━━ Information shown

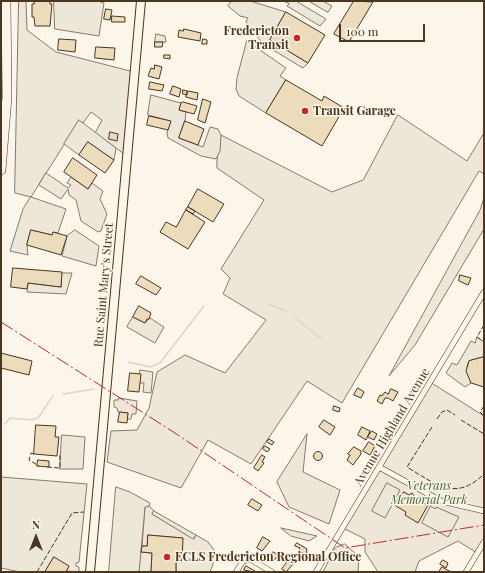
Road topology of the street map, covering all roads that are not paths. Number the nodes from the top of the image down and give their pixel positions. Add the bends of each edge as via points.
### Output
1 (6, 1) edge
2 (141, 1) edge
3 (1, 170) edge
4 (484, 292) edge
5 (379, 467) junction
6 (484, 511) edge
7 (484, 542) edge
8 (90, 572) edge
9 (236, 572) edge
10 (272, 572) edge
11 (316, 572) edge
12 (466, 572) edge

1 - 3 highway via 7,97
2 - 8 main road, Rue Saint Mary's Street
4 - 5 street, Avenue Highland Avenue
5 - 6 street via 441,501
5 - 11 street, Avenue Highland Avenue
7 - 12 street
9 - 10 street via 243,561 250,559

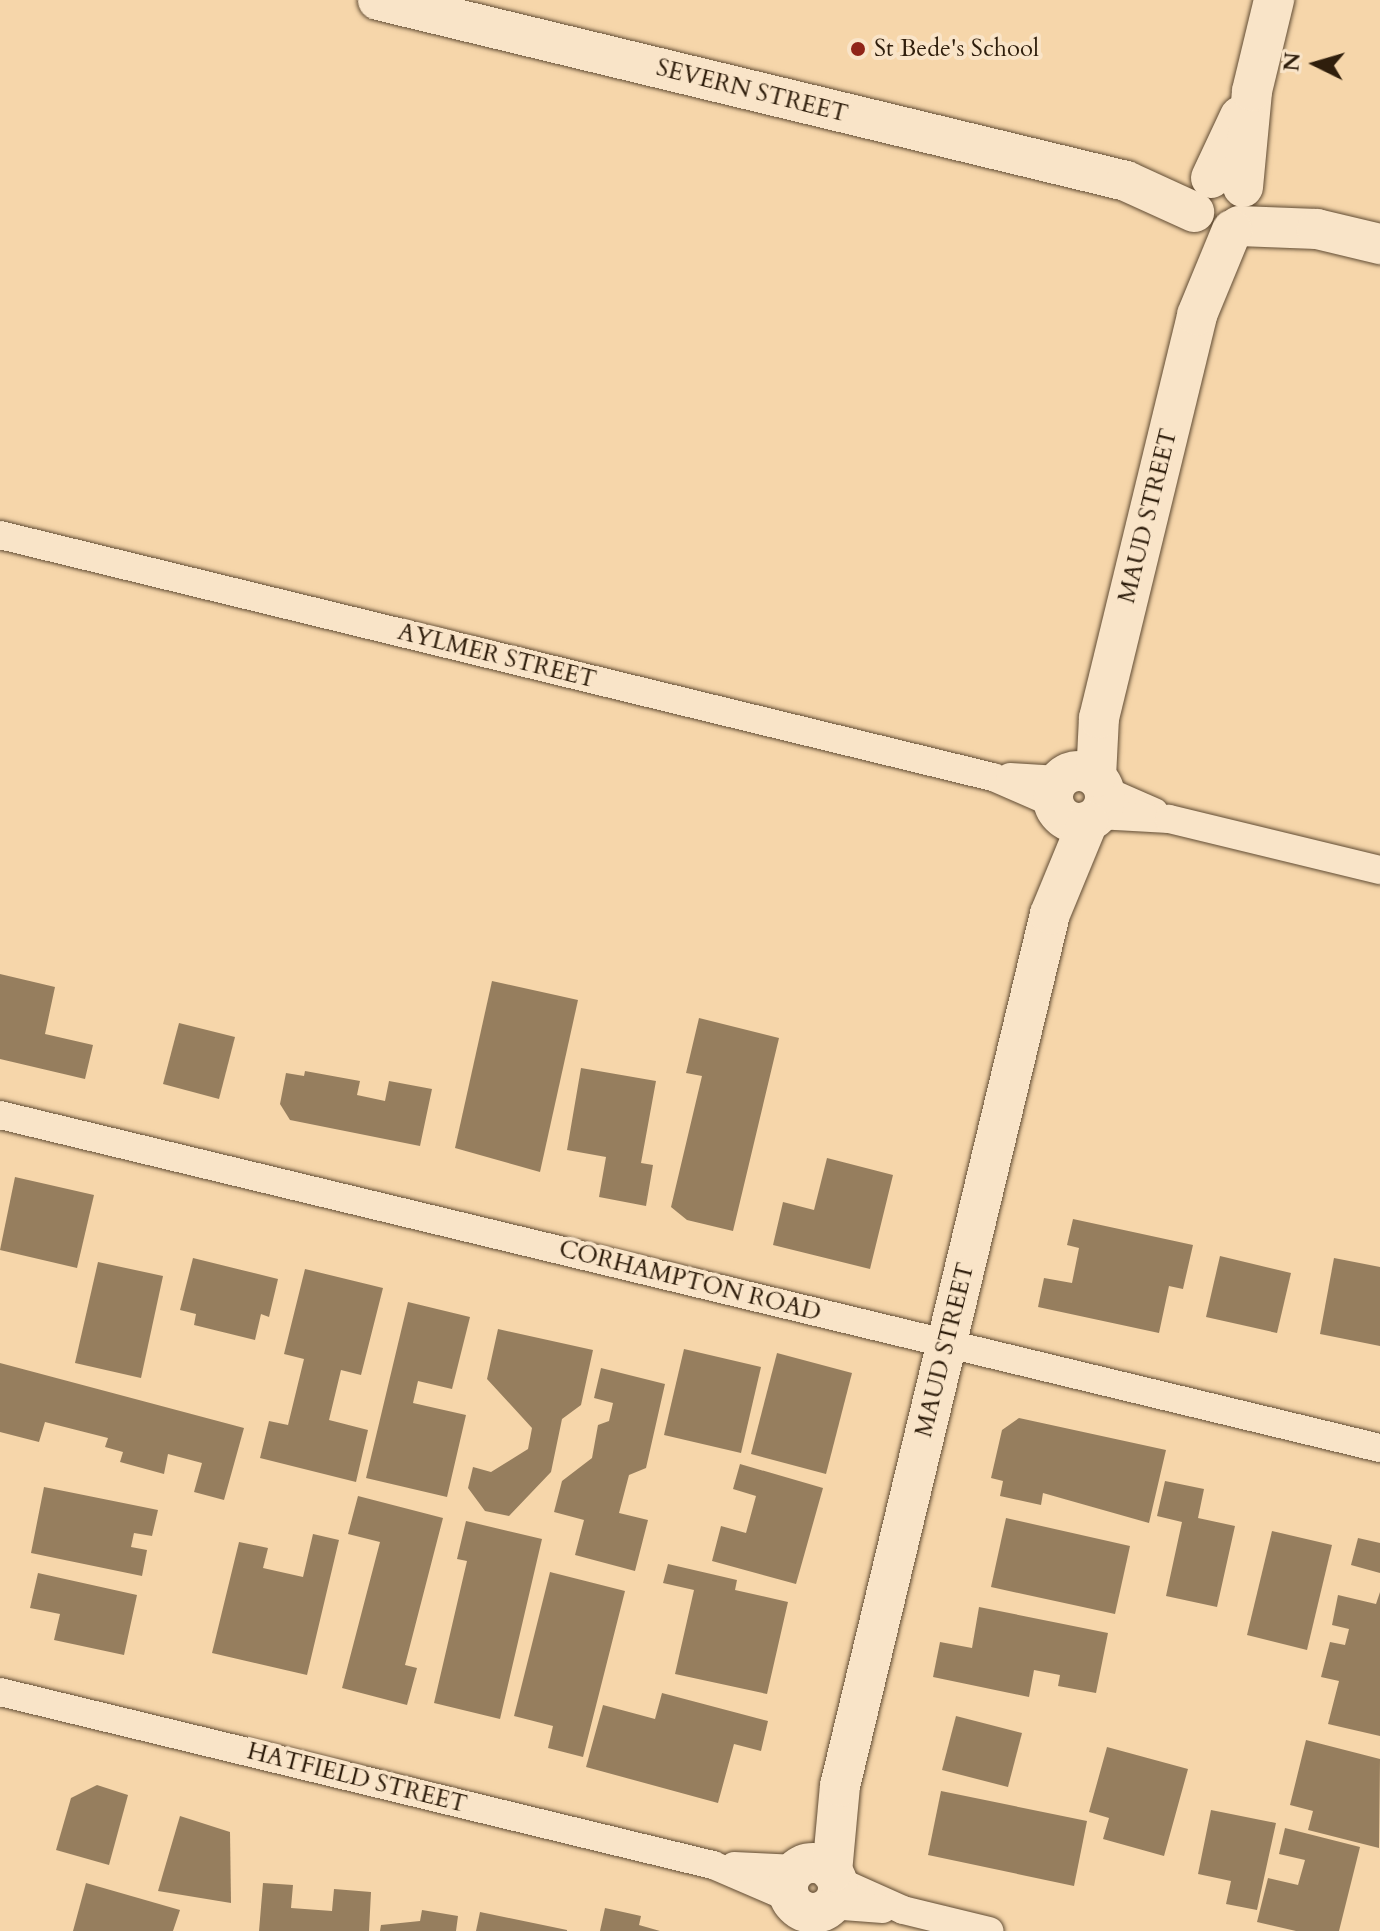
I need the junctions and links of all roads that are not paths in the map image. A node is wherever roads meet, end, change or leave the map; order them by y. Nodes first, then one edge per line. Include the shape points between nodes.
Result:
1 (378, 0) edge
2 (1274, 0) edge
3 (1221, 204) junction
4 (1380, 244) edge
5 (0, 535) edge
6 (1079, 796) junction
7 (1380, 870) edge
8 (0, 1115) edge
9 (947, 1343) junction
10 (1380, 1448) edge
11 (0, 1692) edge
12 (811, 1897) edge
13 (989, 1931) edge

1 - 3 street, SEVERN STREET
2 - 3 street, MAUD STREET
3 - 4 street, SEVERN STREET
3 - 6 street, MAUD STREET
5 - 6 street, AYLMER STREET
6 - 7 street, AYLMER STREET
6 - 9 street, MAUD STREET
8 - 9 street, CORHAMPTON ROAD
9 - 10 street, CORHAMPTON ROAD
9 - 12 street, MAUD STREET
11 - 12 street, HATFIELD STREET via 713,1865
12 - 13 street, HATFIELD STREET via 903,1910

━━━━

● **Exercise requirements**
All lines in the records that contain "image" are to be copied and returned.

● **Finished exercise**
Road topology of the street map, covering all roads that are not paths. Number the nodes from the top of the image down and give their pixel positions. Add the bends of each edge as via points.
I need the junctions and links of all roads that are not paths in the map image. A node is wherever roads meet, end, change or leave the map; order them by y. Nodes first, then one edge per line. Include the shape points between nodes.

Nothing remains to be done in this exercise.